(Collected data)

- - - -

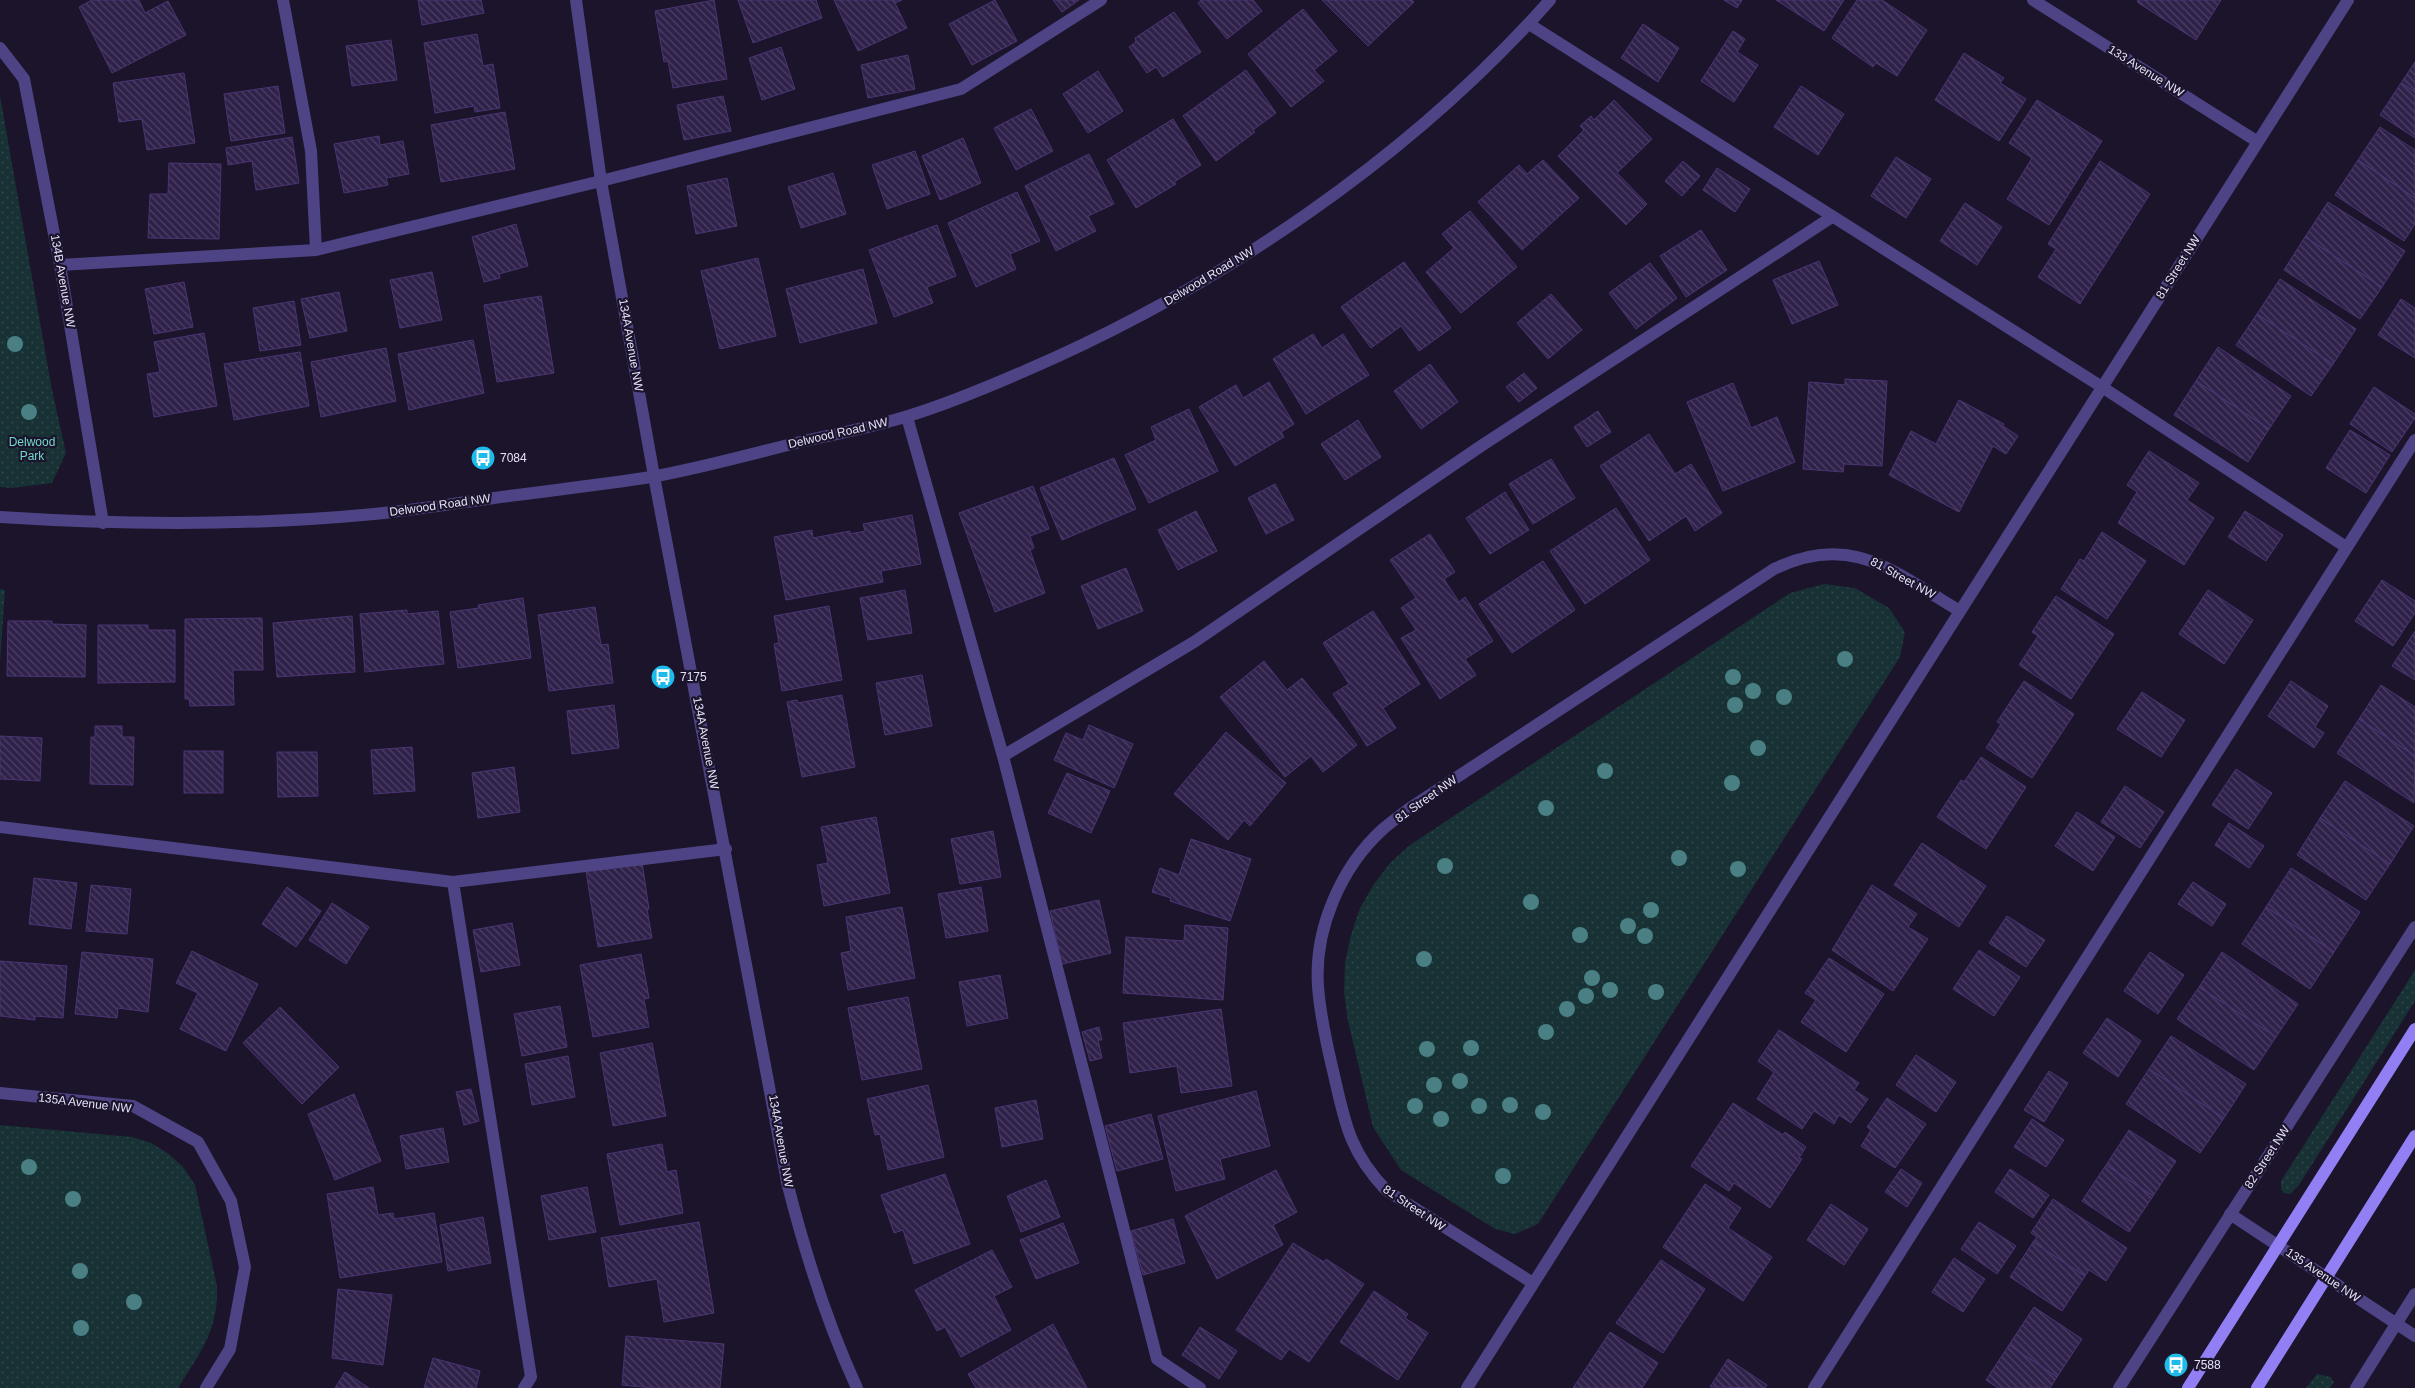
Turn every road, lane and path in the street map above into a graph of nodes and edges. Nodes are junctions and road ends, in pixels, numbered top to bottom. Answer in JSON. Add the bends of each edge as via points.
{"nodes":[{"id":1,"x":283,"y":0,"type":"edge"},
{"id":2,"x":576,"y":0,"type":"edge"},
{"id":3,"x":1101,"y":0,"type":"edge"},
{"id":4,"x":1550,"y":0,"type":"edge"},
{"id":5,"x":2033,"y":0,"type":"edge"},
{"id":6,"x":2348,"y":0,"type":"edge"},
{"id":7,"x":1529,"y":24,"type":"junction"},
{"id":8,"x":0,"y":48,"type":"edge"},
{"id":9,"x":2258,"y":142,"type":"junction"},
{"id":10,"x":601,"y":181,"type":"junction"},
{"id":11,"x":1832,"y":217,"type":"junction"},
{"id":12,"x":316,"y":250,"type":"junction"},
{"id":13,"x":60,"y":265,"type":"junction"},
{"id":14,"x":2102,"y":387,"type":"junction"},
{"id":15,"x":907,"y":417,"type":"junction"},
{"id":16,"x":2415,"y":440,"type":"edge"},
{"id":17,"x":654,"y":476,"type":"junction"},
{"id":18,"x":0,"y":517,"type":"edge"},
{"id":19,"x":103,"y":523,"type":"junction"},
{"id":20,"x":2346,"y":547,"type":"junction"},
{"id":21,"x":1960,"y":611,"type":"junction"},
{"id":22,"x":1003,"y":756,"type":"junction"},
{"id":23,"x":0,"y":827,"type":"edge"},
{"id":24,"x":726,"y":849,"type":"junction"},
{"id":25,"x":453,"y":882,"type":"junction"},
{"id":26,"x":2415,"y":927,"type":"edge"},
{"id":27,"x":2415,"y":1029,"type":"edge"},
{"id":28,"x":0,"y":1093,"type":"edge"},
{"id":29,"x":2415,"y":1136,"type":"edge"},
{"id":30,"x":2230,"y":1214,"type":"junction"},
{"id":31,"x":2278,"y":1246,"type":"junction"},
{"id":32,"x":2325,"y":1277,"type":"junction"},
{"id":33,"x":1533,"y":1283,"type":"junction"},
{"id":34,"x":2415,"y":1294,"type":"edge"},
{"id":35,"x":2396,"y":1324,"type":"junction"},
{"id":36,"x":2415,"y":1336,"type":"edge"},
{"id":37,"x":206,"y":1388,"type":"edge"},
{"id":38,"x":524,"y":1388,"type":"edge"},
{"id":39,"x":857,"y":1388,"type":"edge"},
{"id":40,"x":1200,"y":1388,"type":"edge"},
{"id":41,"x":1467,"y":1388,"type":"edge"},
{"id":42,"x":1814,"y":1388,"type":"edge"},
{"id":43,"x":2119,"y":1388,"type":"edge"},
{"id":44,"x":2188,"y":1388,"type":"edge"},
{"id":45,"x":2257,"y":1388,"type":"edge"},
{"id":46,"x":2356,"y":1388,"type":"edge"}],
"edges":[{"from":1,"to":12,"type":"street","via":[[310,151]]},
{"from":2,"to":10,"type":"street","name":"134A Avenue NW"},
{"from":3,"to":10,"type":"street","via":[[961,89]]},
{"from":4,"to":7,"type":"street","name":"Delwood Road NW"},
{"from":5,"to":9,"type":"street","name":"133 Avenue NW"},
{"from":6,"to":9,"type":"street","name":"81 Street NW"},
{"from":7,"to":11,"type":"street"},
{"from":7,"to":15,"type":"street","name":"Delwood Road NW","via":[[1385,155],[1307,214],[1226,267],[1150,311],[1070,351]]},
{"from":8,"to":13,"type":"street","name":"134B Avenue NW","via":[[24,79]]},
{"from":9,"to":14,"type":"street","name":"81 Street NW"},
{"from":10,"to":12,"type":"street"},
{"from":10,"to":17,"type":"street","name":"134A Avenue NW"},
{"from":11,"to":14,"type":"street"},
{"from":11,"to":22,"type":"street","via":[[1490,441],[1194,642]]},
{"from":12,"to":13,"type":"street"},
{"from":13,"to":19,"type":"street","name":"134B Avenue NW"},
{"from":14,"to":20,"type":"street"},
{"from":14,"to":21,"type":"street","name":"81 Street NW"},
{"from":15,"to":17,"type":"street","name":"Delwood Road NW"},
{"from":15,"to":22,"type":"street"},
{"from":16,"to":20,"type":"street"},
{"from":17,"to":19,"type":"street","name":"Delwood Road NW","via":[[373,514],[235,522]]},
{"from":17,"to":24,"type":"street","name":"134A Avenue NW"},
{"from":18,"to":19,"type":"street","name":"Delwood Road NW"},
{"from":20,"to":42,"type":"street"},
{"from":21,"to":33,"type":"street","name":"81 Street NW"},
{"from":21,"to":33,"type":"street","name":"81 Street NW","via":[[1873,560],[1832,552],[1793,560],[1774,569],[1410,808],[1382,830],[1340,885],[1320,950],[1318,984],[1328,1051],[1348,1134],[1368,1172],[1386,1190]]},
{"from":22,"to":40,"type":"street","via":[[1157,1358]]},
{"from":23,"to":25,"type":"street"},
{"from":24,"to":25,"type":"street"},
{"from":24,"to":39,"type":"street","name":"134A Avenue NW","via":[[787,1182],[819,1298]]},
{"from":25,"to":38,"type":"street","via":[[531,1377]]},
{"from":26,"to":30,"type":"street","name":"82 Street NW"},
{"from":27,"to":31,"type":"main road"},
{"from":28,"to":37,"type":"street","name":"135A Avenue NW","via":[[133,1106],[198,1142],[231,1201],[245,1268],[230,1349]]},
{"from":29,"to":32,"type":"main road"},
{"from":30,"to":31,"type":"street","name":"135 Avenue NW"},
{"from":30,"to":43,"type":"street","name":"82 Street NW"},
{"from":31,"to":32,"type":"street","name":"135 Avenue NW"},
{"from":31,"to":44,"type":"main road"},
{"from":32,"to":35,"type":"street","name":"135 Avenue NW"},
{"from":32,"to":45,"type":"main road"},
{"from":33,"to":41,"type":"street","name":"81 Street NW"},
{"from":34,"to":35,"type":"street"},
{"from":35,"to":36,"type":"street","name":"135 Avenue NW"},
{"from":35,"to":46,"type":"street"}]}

- - - -

◆ AIM OF THE TASK
Would you set down each line of the data exactly, with no images included?

◆ EXERCISE RESPONSE
Turn every road, lane and path in the street map above into a graph of nodes and edges. Nodes are junctions and road ends, in pixels, numbered top to bottom. Answer in JSON. Add the bends of each edge as via points.
{"nodes":[{"id":1,"x":283,"y":0,"type":"edge"},
{"id":2,"x":576,"y":0,"type":"edge"},
{"id":3,"x":1101,"y":0,"type":"edge"},
{"id":4,"x":1550,"y":0,"type":"edge"},
{"id":5,"x":2033,"y":0,"type":"edge"},
{"id":6,"x":2348,"y":0,"type":"edge"},
{"id":7,"x":1529,"y":24,"type":"junction"},
{"id":8,"x":0,"y":48,"type":"edge"},
{"id":9,"x":2258,"y":142,"type":"junction"},
{"id":10,"x":601,"y":181,"type":"junction"},
{"id":11,"x":1832,"y":217,"type":"junction"},
{"id":12,"x":316,"y":250,"type":"junction"},
{"id":13,"x":60,"y":265,"type":"junction"},
{"id":14,"x":2102,"y":387,"type":"junction"},
{"id":15,"x":907,"y":417,"type":"junction"},
{"id":16,"x":2415,"y":440,"type":"edge"},
{"id":17,"x":654,"y":476,"type":"junction"},
{"id":18,"x":0,"y":517,"type":"edge"},
{"id":19,"x":103,"y":523,"type":"junction"},
{"id":20,"x":2346,"y":547,"type":"junction"},
{"id":21,"x":1960,"y":611,"type":"junction"},
{"id":22,"x":1003,"y":756,"type":"junction"},
{"id":23,"x":0,"y":827,"type":"edge"},
{"id":24,"x":726,"y":849,"type":"junction"},
{"id":25,"x":453,"y":882,"type":"junction"},
{"id":26,"x":2415,"y":927,"type":"edge"},
{"id":27,"x":2415,"y":1029,"type":"edge"},
{"id":28,"x":0,"y":1093,"type":"edge"},
{"id":29,"x":2415,"y":1136,"type":"edge"},
{"id":30,"x":2230,"y":1214,"type":"junction"},
{"id":31,"x":2278,"y":1246,"type":"junction"},
{"id":32,"x":2325,"y":1277,"type":"junction"},
{"id":33,"x":1533,"y":1283,"type":"junction"},
{"id":34,"x":2415,"y":1294,"type":"edge"},
{"id":35,"x":2396,"y":1324,"type":"junction"},
{"id":36,"x":2415,"y":1336,"type":"edge"},
{"id":37,"x":206,"y":1388,"type":"edge"},
{"id":38,"x":524,"y":1388,"type":"edge"},
{"id":39,"x":857,"y":1388,"type":"edge"},
{"id":40,"x":1200,"y":1388,"type":"edge"},
{"id":41,"x":1467,"y":1388,"type":"edge"},
{"id":42,"x":1814,"y":1388,"type":"edge"},
{"id":43,"x":2119,"y":1388,"type":"edge"},
{"id":44,"x":2188,"y":1388,"type":"edge"},
{"id":45,"x":2257,"y":1388,"type":"edge"},
{"id":46,"x":2356,"y":1388,"type":"edge"}],
"edges":[{"from":1,"to":12,"type":"street","via":[[310,151]]},
{"from":2,"to":10,"type":"street","name":"134A Avenue NW"},
{"from":3,"to":10,"type":"street","via":[[961,89]]},
{"from":4,"to":7,"type":"street","name":"Delwood Road NW"},
{"from":5,"to":9,"type":"street","name":"133 Avenue NW"},
{"from":6,"to":9,"type":"street","name":"81 Street NW"},
{"from":7,"to":11,"type":"street"},
{"from":7,"to":15,"type":"street","name":"Delwood Road NW","via":[[1385,155],[1307,214],[1226,267],[1150,311],[1070,351]]},
{"from":8,"to":13,"type":"street","name":"134B Avenue NW","via":[[24,79]]},
{"from":9,"to":14,"type":"street","name":"81 Street NW"},
{"from":10,"to":12,"type":"street"},
{"from":10,"to":17,"type":"street","name":"134A Avenue NW"},
{"from":11,"to":14,"type":"street"},
{"from":11,"to":22,"type":"street","via":[[1490,441],[1194,642]]},
{"from":12,"to":13,"type":"street"},
{"from":13,"to":19,"type":"street","name":"134B Avenue NW"},
{"from":14,"to":20,"type":"street"},
{"from":14,"to":21,"type":"street","name":"81 Street NW"},
{"from":15,"to":17,"type":"street","name":"Delwood Road NW"},
{"from":15,"to":22,"type":"street"},
{"from":16,"to":20,"type":"street"},
{"from":17,"to":19,"type":"street","name":"Delwood Road NW","via":[[373,514],[235,522]]},
{"from":17,"to":24,"type":"street","name":"134A Avenue NW"},
{"from":18,"to":19,"type":"street","name":"Delwood Road NW"},
{"from":20,"to":42,"type":"street"},
{"from":21,"to":33,"type":"street","name":"81 Street NW"},
{"from":21,"to":33,"type":"street","name":"81 Street NW","via":[[1873,560],[1832,552],[1793,560],[1774,569],[1410,808],[1382,830],[1340,885],[1320,950],[1318,984],[1328,1051],[1348,1134],[1368,1172],[1386,1190]]},
{"from":22,"to":40,"type":"street","via":[[1157,1358]]},
{"from":23,"to":25,"type":"street"},
{"from":24,"to":25,"type":"street"},
{"from":24,"to":39,"type":"street","name":"134A Avenue NW","via":[[787,1182],[819,1298]]},
{"from":25,"to":38,"type":"street","via":[[531,1377]]},
{"from":26,"to":30,"type":"street","name":"82 Street NW"},
{"from":27,"to":31,"type":"main road"},
{"from":28,"to":37,"type":"street","name":"135A Avenue NW","via":[[133,1106],[198,1142],[231,1201],[245,1268],[230,1349]]},
{"from":29,"to":32,"type":"main road"},
{"from":30,"to":31,"type":"street","name":"135 Avenue NW"},
{"from":30,"to":43,"type":"street","name":"82 Street NW"},
{"from":31,"to":32,"type":"street","name":"135 Avenue NW"},
{"from":31,"to":44,"type":"main road"},
{"from":32,"to":35,"type":"street","name":"135 Avenue NW"},
{"from":32,"to":45,"type":"main road"},
{"from":33,"to":41,"type":"street","name":"81 Street NW"},
{"from":34,"to":35,"type":"street"},
{"from":35,"to":36,"type":"street","name":"135 Avenue NW"},
{"from":35,"to":46,"type":"street"}]}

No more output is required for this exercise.